» **Aim of the exercise**
Recreate the listing that follows line for line, without pictures.

[Start of Attachment]

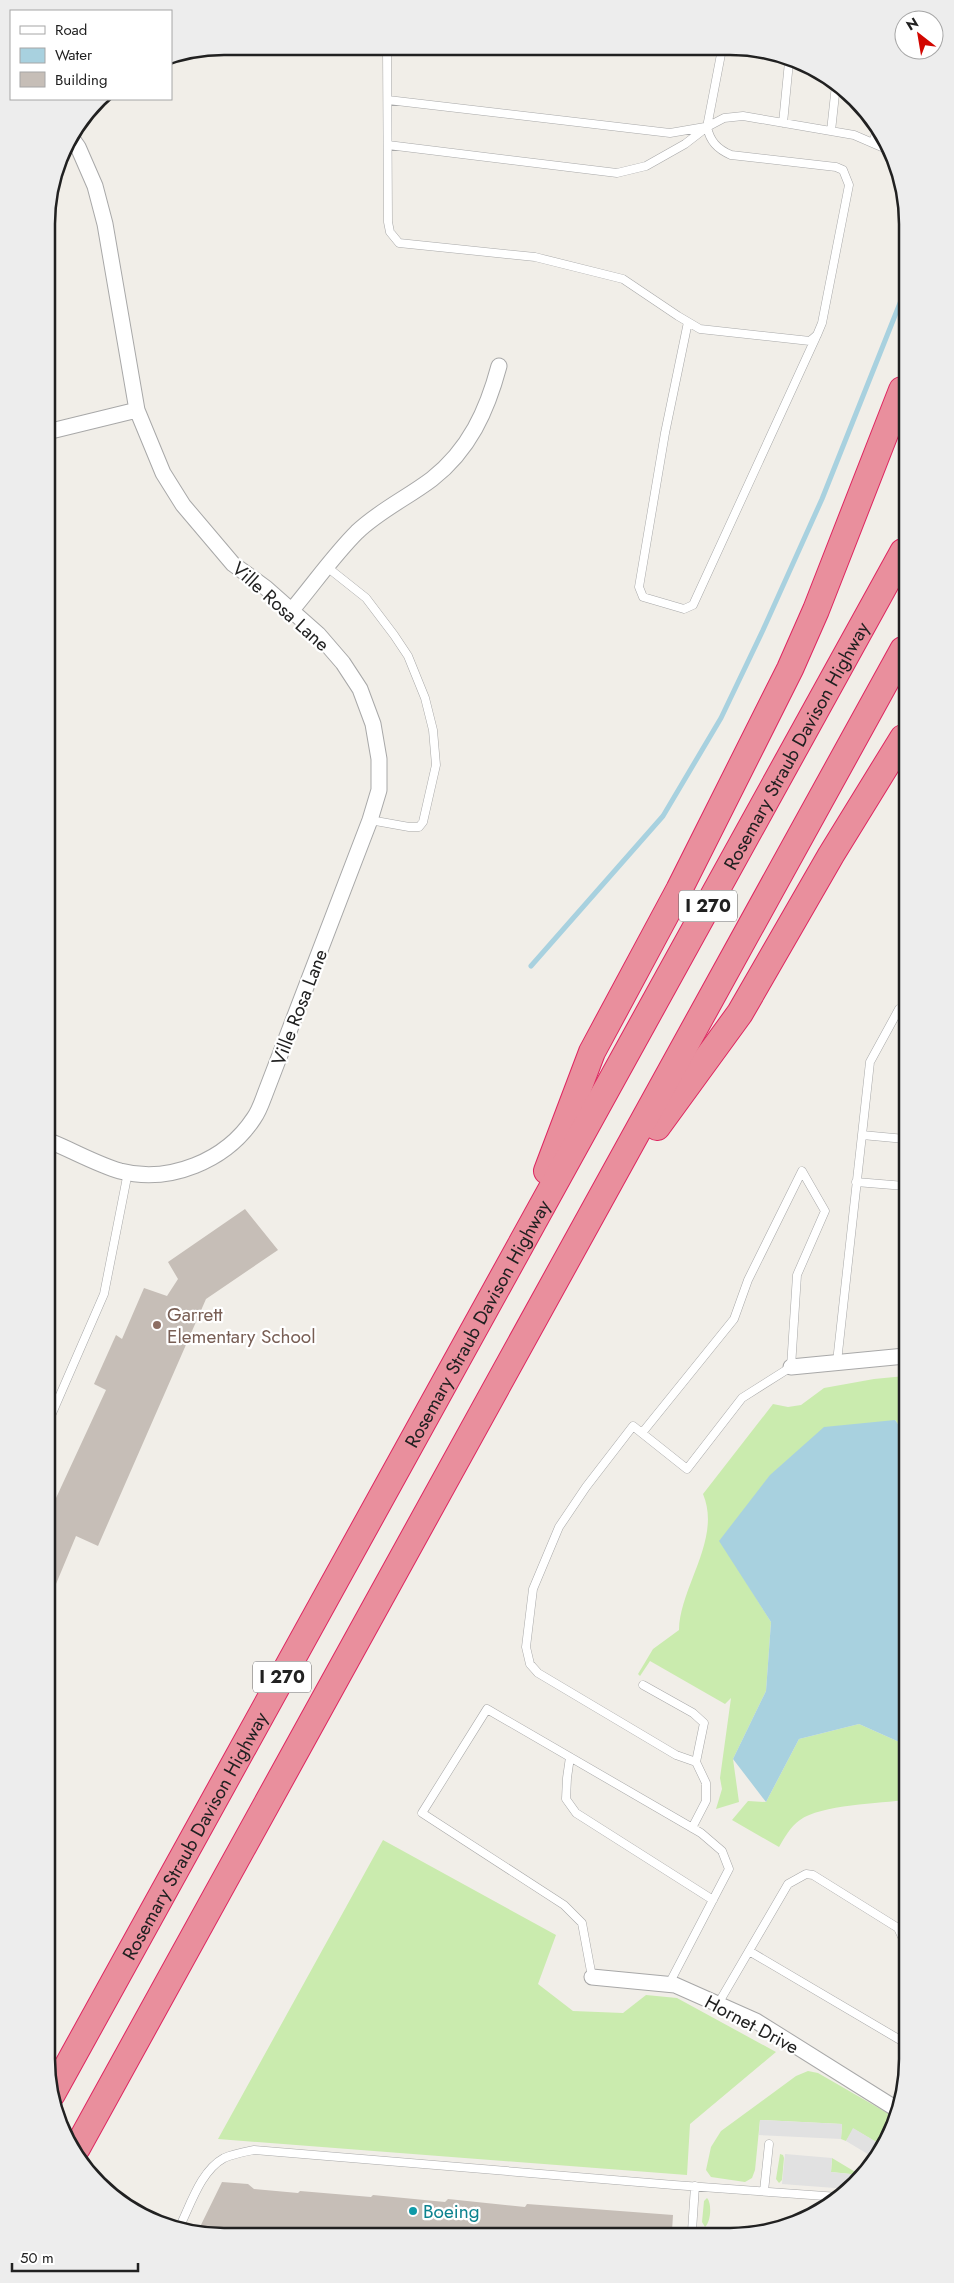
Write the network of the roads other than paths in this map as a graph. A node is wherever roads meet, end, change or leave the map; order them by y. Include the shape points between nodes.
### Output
1 (387, 55) edge
2 (721, 55) edge
3 (789, 66) edge
4 (835, 92) edge
5 (388, 100) junction
6 (783, 123) junction
7 (708, 127) junction
8 (831, 131) junction
9 (875, 136) edge
10 (872, 143) junction
11 (76, 144) edge
12 (388, 145) junction
13 (881, 147) edge
14 (688, 322) junction
15 (816, 336) junction
16 (499, 366) dead end
17 (899, 398) edge
18 (137, 410) junction
19 (55, 430) edge
20 (899, 559) edge
21 (327, 567) junction
22 (291, 611) junction
23 (899, 657) edge
24 (899, 744) edge
25 (370, 820) junction
26 (899, 1009) dead end
27 (862, 1135) junction
28 (899, 1138) edge
29 (55, 1143) edge
30 (128, 1172) junction
31 (856, 1182) junction
32 (899, 1186) edge
33 (591, 1218) junction
34 (514, 1261) junction
35 (899, 1357) edge
36 (837, 1362) junction
37 (791, 1367) junction
38 (55, 1407) edge
39 (642, 1433) junction
40 (643, 1685) dead end
41 (570, 1757) junction
42 (696, 1762) junction
43 (692, 1828) junction
44 (713, 1900) junction
45 (899, 1930) edge
46 (749, 1951) junction
47 (592, 1977) joint
48 (669, 1984) junction
49 (718, 2004) junction
50 (899, 2039) edge
51 (57, 2085) edge
52 (892, 2106) edge
53 (768, 2144) dead end
54 (79, 2145) edge
55 (695, 2186) junction
56 (764, 2191) junction
57 (829, 2196) edge
58 (182, 2222) edge
59 (692, 2228) edge

1 - 5 lane
2 - 7 lane
3 - 6 lane
4 - 8 lane
5 - 7 lane via 670,133
5 - 12 lane
6 - 7 lane via 743,116 724,118
6 - 8 lane
7 - 12 lane via 646,166 616,174
7 - 15 lane via 710,139 731,155 842,170 849,185 822,323
8 - 10 lane via 854,135
9 - 10 lane
10 - 13 lane
11 - 18 street, Ville Rosa Lane via 95,186 105,224
12 - 14 lane via 388,222 390,232 399,243 536,257 623,279
14 - 15 lane via 700,328 810,341
14 - 15 lane via 639,587 643,597 684,608 693,605
16 - 21 street via 481,420 452,460 432,478 381,511 357,532
17 - 34 highway via 790,669 592,1052
18 - 19 street
18 - 22 street, Ville Rosa Lane via 163,473 206,534 233,564
20 - 34 highway, Rosemary Straub Davison Highway / I 270
21 - 22 street
21 - 25 lane via 366,598 408,656 425,698 433,730 436,765 423,822 419,827 409,827
22 - 25 street, Ville Rosa Lane via 318,634 360,689 373,724 379,758 379,790
23 - 33 highway, I 270
24 - 33 highway via 840,839 740,1013
25 - 30 street, Ville Rosa Lane via 254,1118 236,1140 212,1158 158,1175
26 - 27 lane via 870,1062
27 - 28 lane
27 - 31 lane
29 - 30 street, Ville Rosa Lane
30 - 38 lane via 104,1294
31 - 32 lane
31 - 36 lane
33 - 54 highway, I 270
34 - 51 highway, Rosemary Straub Davison Highway / I 270
35 - 36 street
36 - 37 street
37 - 39 lane via 742,1398 687,1469
37 - 39 lane via 797,1275 825,1211 802,1171 748,1280 734,1319
39 - 42 lane via 633,1426 559,1527 533,1589 526,1648 530,1664 538,1673 676,1755
40 - 42 lane via 693,1713 704,1724
41 - 43 lane
41 - 44 lane via 566,1799 576,1813
41 - 47 lane via 487,1708 422,1813 564,1905 582,1924
42 - 43 lane via 706,1783 706,1801
43 - 44 lane via 722,1851 730,1869
44 - 48 lane
45 - 46 lane via 806,1874 788,1884
46 - 49 lane
46 - 50 lane
47 - 48 street, Hornet Drive
48 - 49 street, Hornet Drive
49 - 52 street, Hornet Drive via 756,2021
53 - 56 lane
55 - 56 lane
55 - 58 lane via 254,2150 223,2159 211,2168
55 - 59 lane
56 - 57 lane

[End of Attachment]

» **Your solution**
Write the network of the roads other than paths in this map as a graph. A node is wherever roads meet, end, change or leave the map; order them by y. Include the shape points between nodes.
### Output
1 (387, 55) edge
2 (721, 55) edge
3 (789, 66) edge
4 (835, 92) edge
5 (388, 100) junction
6 (783, 123) junction
7 (708, 127) junction
8 (831, 131) junction
9 (875, 136) edge
10 (872, 143) junction
11 (76, 144) edge
12 (388, 145) junction
13 (881, 147) edge
14 (688, 322) junction
15 (816, 336) junction
16 (499, 366) dead end
17 (899, 398) edge
18 (137, 410) junction
19 (55, 430) edge
20 (899, 559) edge
21 (327, 567) junction
22 (291, 611) junction
23 (899, 657) edge
24 (899, 744) edge
25 (370, 820) junction
26 (899, 1009) dead end
27 (862, 1135) junction
28 (899, 1138) edge
29 (55, 1143) edge
30 (128, 1172) junction
31 (856, 1182) junction
32 (899, 1186) edge
33 (591, 1218) junction
34 (514, 1261) junction
35 (899, 1357) edge
36 (837, 1362) junction
37 (791, 1367) junction
38 (55, 1407) edge
39 (642, 1433) junction
40 (643, 1685) dead end
41 (570, 1757) junction
42 (696, 1762) junction
43 (692, 1828) junction
44 (713, 1900) junction
45 (899, 1930) edge
46 (749, 1951) junction
47 (592, 1977) joint
48 (669, 1984) junction
49 (718, 2004) junction
50 (899, 2039) edge
51 (57, 2085) edge
52 (892, 2106) edge
53 (768, 2144) dead end
54 (79, 2145) edge
55 (695, 2186) junction
56 (764, 2191) junction
57 (829, 2196) edge
58 (182, 2222) edge
59 (692, 2228) edge

1 - 5 lane
2 - 7 lane
3 - 6 lane
4 - 8 lane
5 - 7 lane via 670,133
5 - 12 lane
6 - 7 lane via 743,116 724,118
6 - 8 lane
7 - 12 lane via 646,166 616,174
7 - 15 lane via 710,139 731,155 842,170 849,185 822,323
8 - 10 lane via 854,135
9 - 10 lane
10 - 13 lane
11 - 18 street, Ville Rosa Lane via 95,186 105,224
12 - 14 lane via 388,222 390,232 399,243 536,257 623,279
14 - 15 lane via 700,328 810,341
14 - 15 lane via 639,587 643,597 684,608 693,605
16 - 21 street via 481,420 452,460 432,478 381,511 357,532
17 - 34 highway via 790,669 592,1052
18 - 19 street
18 - 22 street, Ville Rosa Lane via 163,473 206,534 233,564
20 - 34 highway, Rosemary Straub Davison Highway / I 270
21 - 22 street
21 - 25 lane via 366,598 408,656 425,698 433,730 436,765 423,822 419,827 409,827
22 - 25 street, Ville Rosa Lane via 318,634 360,689 373,724 379,758 379,790
23 - 33 highway, I 270
24 - 33 highway via 840,839 740,1013
25 - 30 street, Ville Rosa Lane via 254,1118 236,1140 212,1158 158,1175
26 - 27 lane via 870,1062
27 - 28 lane
27 - 31 lane
29 - 30 street, Ville Rosa Lane
30 - 38 lane via 104,1294
31 - 32 lane
31 - 36 lane
33 - 54 highway, I 270
34 - 51 highway, Rosemary Straub Davison Highway / I 270
35 - 36 street
36 - 37 street
37 - 39 lane via 742,1398 687,1469
37 - 39 lane via 797,1275 825,1211 802,1171 748,1280 734,1319
39 - 42 lane via 633,1426 559,1527 533,1589 526,1648 530,1664 538,1673 676,1755
40 - 42 lane via 693,1713 704,1724
41 - 43 lane
41 - 44 lane via 566,1799 576,1813
41 - 47 lane via 487,1708 422,1813 564,1905 582,1924
42 - 43 lane via 706,1783 706,1801
43 - 44 lane via 722,1851 730,1869
44 - 48 lane
45 - 46 lane via 806,1874 788,1884
46 - 49 lane
46 - 50 lane
47 - 48 street, Hornet Drive
48 - 49 street, Hornet Drive
49 - 52 street, Hornet Drive via 756,2021
53 - 56 lane
55 - 56 lane
55 - 58 lane via 254,2150 223,2159 211,2168
55 - 59 lane
56 - 57 lane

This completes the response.